EXERCISE REQUIREMENTS: All pictures are to be dropped, and the remaining data set down exactly.

DATA FOR ANALYSIS:

*** Block opens ***

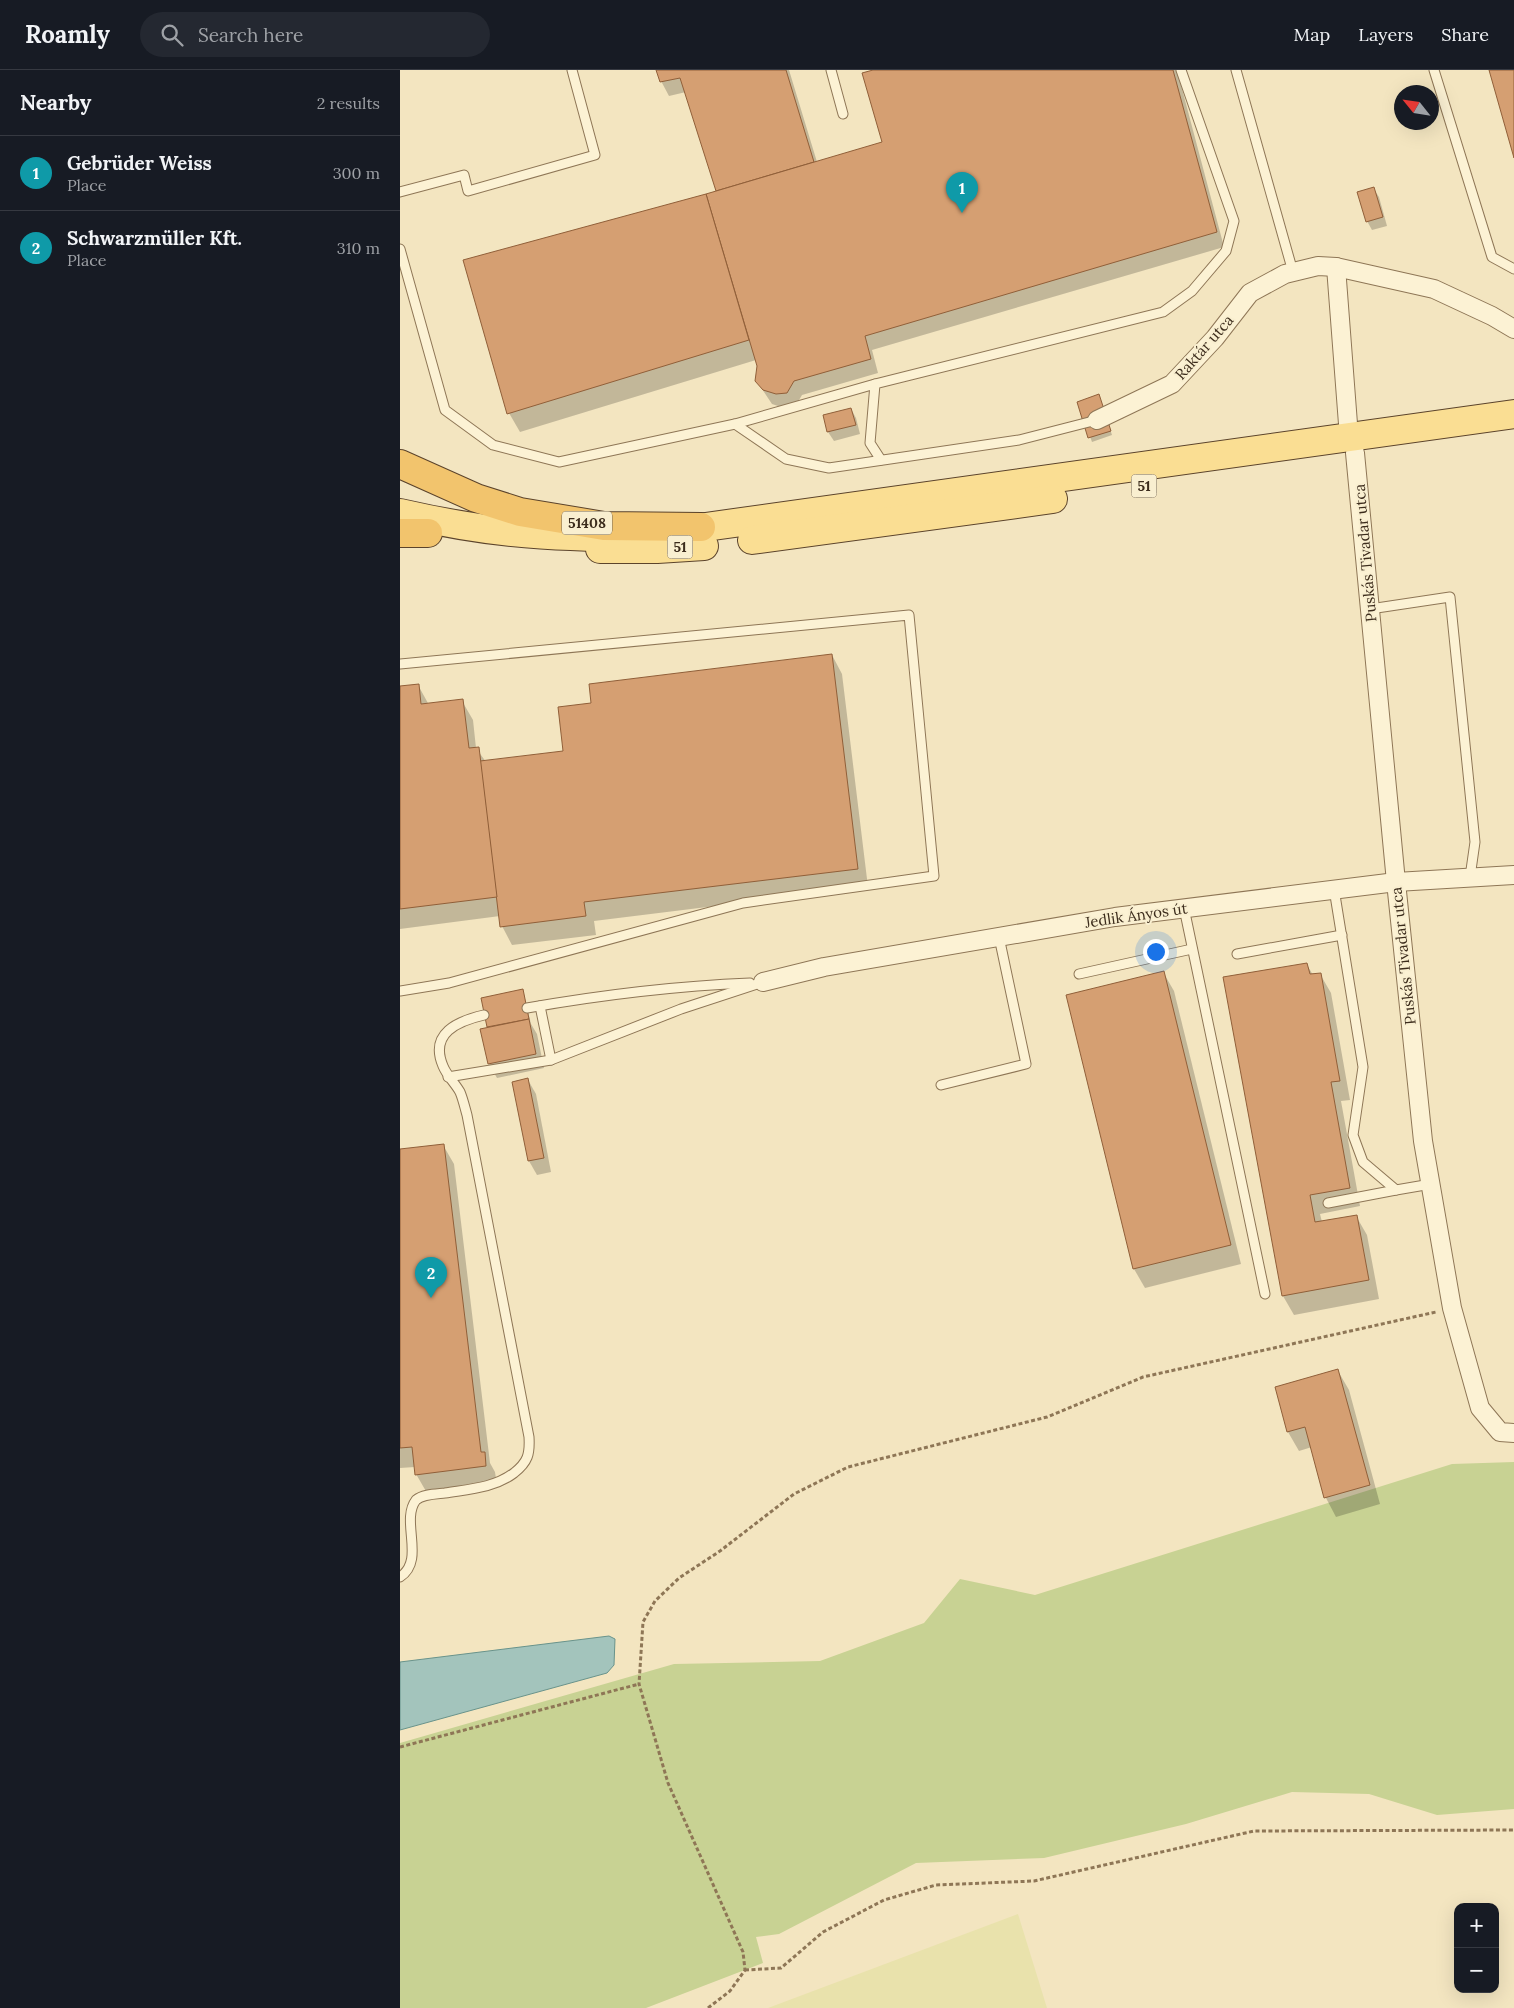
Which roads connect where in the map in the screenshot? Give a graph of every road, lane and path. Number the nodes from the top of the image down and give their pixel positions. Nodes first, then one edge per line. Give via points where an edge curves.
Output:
1 (572, 70) edge
2 (831, 70) edge
3 (1181, 70) edge
4 (1236, 70) edge
5 (1434, 70) edge
6 (843, 114) dead end
7 (400, 192) edge
8 (400, 249) edge
9 (1336, 267) junction
10 (1514, 269) edge
11 (1293, 272) junction
12 (1514, 329) edge
13 (875, 384) junction
14 (1514, 414) edge
15 (1097, 420) joint
16 (735, 424) junction
17 (1514, 431) edge
18 (1352, 445) junction
19 (881, 460) junction
20 (400, 464) edge
21 (400, 513) edge
22 (400, 526) edge
23 (701, 527) junction
24 (400, 533) edge
25 (428, 533) junction
26 (1370, 609) junction
27 (400, 664) edge
28 (1514, 875) edge
29 (1470, 877) junction
30 (1396, 882) junction
31 (1334, 889) junction
32 (1184, 908) junction
33 (1342, 935) junction
34 (999, 937) junction
35 (1192, 949) junction
36 (1237, 954) dead end
37 (1080, 974) dead end
38 (763, 982) junction
39 (400, 990) edge
40 (540, 1006) junction
41 (527, 1008) dead end
42 (484, 1015) dead end
43 (551, 1060) junction
44 (448, 1076) junction
45 (941, 1085) dead end
46 (1431, 1184) junction
47 (1396, 1190) junction
48 (1328, 1202) dead end
49 (1265, 1294) dead end
50 (1452, 1308) junction
51 (1514, 1433) edge
52 (400, 1577) edge
53 (639, 1684) junction
54 (400, 1747) edge
55 (1514, 1830) edge
56 (745, 1970) junction
57 (708, 2008) edge

1 - 7 lane via 595,155 468,191 464,175
2 - 6 lane
3 - 13 lane via 1234,221 1226,251 1192,292 1163,312
4 - 11 lane
5 - 10 lane via 1492,257
8 - 16 lane via 445,410 493,445 559,462
9 - 11 street, Raktár utca via 1318,266
9 - 12 street, Raktár utca via 1434,289
9 - 18 street, Puskás Tivadar utca
11 - 15 street, Raktár utca via 1250,293 1215,338 1172,384
13 - 16 lane
13 - 19 lane via 870,443
14 - 18 main road, 51
15 - 19 lane, Raktár utca via 1019,440
16 - 19 lane, Raktár utca via 786,459 829,468
17 - 18 main road, 51
18 - 23 main road, 51
18 - 25 main road, 51 via 994,507 705,546 550,548 493,544
18 - 26 street, Puskás Tivadar utca
20 - 23 highway, 51408 via 476,498 520,512 604,526
21 - 23 main road, 51 via 456,526 557,536 613,537
22 - 25 main road, 51
24 - 25 highway
26 - 29 lane via 1450,596 1475,842
26 - 30 street, Puskás Tivadar utca
27 - 39 lane via 909,615 934,876 743,903 449,983
28 - 29 street, Jedlik Ányos út
29 - 30 street, Jedlik Ányos út
30 - 31 street, Jedlik Ányos út
30 - 46 street, Puskás Tivadar utca via 1422,1131
31 - 32 street, Jedlik Ányos út
31 - 33 lane
32 - 34 street, Jedlik Ányos út
32 - 35 lane
33 - 36 lane
33 - 47 lane via 1363,1067 1353,1135 1363,1162
34 - 38 street, Jedlik Ányos út via 824,967
34 - 45 lane via 1026,1064
35 - 37 lane
35 - 49 lane
38 - 40 lane via 649,990
38 - 43 lane via 680,1009
40 - 41 lane
40 - 43 lane
42 - 44 lane via 449,1028 439,1053
43 - 44 lane
44 - 52 lane via 460,1093 467,1115 530,1452 520,1468 503,1481 416,1500 405,1520 410,1560 406,1573
46 - 47 lane
46 - 50 street, Puskás Tivadar utca
47 - 48 lane
50 - 51 street, Puskás Tivadar utca via 1480,1408 1500,1432
50 - 53 path via 1143,1377 1047,1417 848,1467 794,1494 654,1600 643,1622
53 - 54 path
53 - 56 path via 668,1783 743,1952
55 - 56 path via 1254,1831 1034,1881 936,1885 884,1900 832,1927 781,1968
56 - 57 path via 730,1991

*** Block closes ***

FINAL ANSWER:
Which roads connect where in the map in the screenshot? Give a graph of every road, lane and path. Number the nodes from the top of the image down and give their pixel positions. Nodes first, then one edge per line. Give via points where an edge curves.
Output:
1 (572, 70) edge
2 (831, 70) edge
3 (1181, 70) edge
4 (1236, 70) edge
5 (1434, 70) edge
6 (843, 114) dead end
7 (400, 192) edge
8 (400, 249) edge
9 (1336, 267) junction
10 (1514, 269) edge
11 (1293, 272) junction
12 (1514, 329) edge
13 (875, 384) junction
14 (1514, 414) edge
15 (1097, 420) joint
16 (735, 424) junction
17 (1514, 431) edge
18 (1352, 445) junction
19 (881, 460) junction
20 (400, 464) edge
21 (400, 513) edge
22 (400, 526) edge
23 (701, 527) junction
24 (400, 533) edge
25 (428, 533) junction
26 (1370, 609) junction
27 (400, 664) edge
28 (1514, 875) edge
29 (1470, 877) junction
30 (1396, 882) junction
31 (1334, 889) junction
32 (1184, 908) junction
33 (1342, 935) junction
34 (999, 937) junction
35 (1192, 949) junction
36 (1237, 954) dead end
37 (1080, 974) dead end
38 (763, 982) junction
39 (400, 990) edge
40 (540, 1006) junction
41 (527, 1008) dead end
42 (484, 1015) dead end
43 (551, 1060) junction
44 (448, 1076) junction
45 (941, 1085) dead end
46 (1431, 1184) junction
47 (1396, 1190) junction
48 (1328, 1202) dead end
49 (1265, 1294) dead end
50 (1452, 1308) junction
51 (1514, 1433) edge
52 (400, 1577) edge
53 (639, 1684) junction
54 (400, 1747) edge
55 (1514, 1830) edge
56 (745, 1970) junction
57 (708, 2008) edge

1 - 7 lane via 595,155 468,191 464,175
2 - 6 lane
3 - 13 lane via 1234,221 1226,251 1192,292 1163,312
4 - 11 lane
5 - 10 lane via 1492,257
8 - 16 lane via 445,410 493,445 559,462
9 - 11 street, Raktár utca via 1318,266
9 - 12 street, Raktár utca via 1434,289
9 - 18 street, Puskás Tivadar utca
11 - 15 street, Raktár utca via 1250,293 1215,338 1172,384
13 - 16 lane
13 - 19 lane via 870,443
14 - 18 main road, 51
15 - 19 lane, Raktár utca via 1019,440
16 - 19 lane, Raktár utca via 786,459 829,468
17 - 18 main road, 51
18 - 23 main road, 51
18 - 25 main road, 51 via 994,507 705,546 550,548 493,544
18 - 26 street, Puskás Tivadar utca
20 - 23 highway, 51408 via 476,498 520,512 604,526
21 - 23 main road, 51 via 456,526 557,536 613,537
22 - 25 main road, 51
24 - 25 highway
26 - 29 lane via 1450,596 1475,842
26 - 30 street, Puskás Tivadar utca
27 - 39 lane via 909,615 934,876 743,903 449,983
28 - 29 street, Jedlik Ányos út
29 - 30 street, Jedlik Ányos út
30 - 31 street, Jedlik Ányos út
30 - 46 street, Puskás Tivadar utca via 1422,1131
31 - 32 street, Jedlik Ányos út
31 - 33 lane
32 - 34 street, Jedlik Ányos út
32 - 35 lane
33 - 36 lane
33 - 47 lane via 1363,1067 1353,1135 1363,1162
34 - 38 street, Jedlik Ányos út via 824,967
34 - 45 lane via 1026,1064
35 - 37 lane
35 - 49 lane
38 - 40 lane via 649,990
38 - 43 lane via 680,1009
40 - 41 lane
40 - 43 lane
42 - 44 lane via 449,1028 439,1053
43 - 44 lane
44 - 52 lane via 460,1093 467,1115 530,1452 520,1468 503,1481 416,1500 405,1520 410,1560 406,1573
46 - 47 lane
46 - 50 street, Puskás Tivadar utca
47 - 48 lane
50 - 51 street, Puskás Tivadar utca via 1480,1408 1500,1432
50 - 53 path via 1143,1377 1047,1417 848,1467 794,1494 654,1600 643,1622
53 - 54 path
53 - 56 path via 668,1783 743,1952
55 - 56 path via 1254,1831 1034,1881 936,1885 884,1900 832,1927 781,1968
56 - 57 path via 730,1991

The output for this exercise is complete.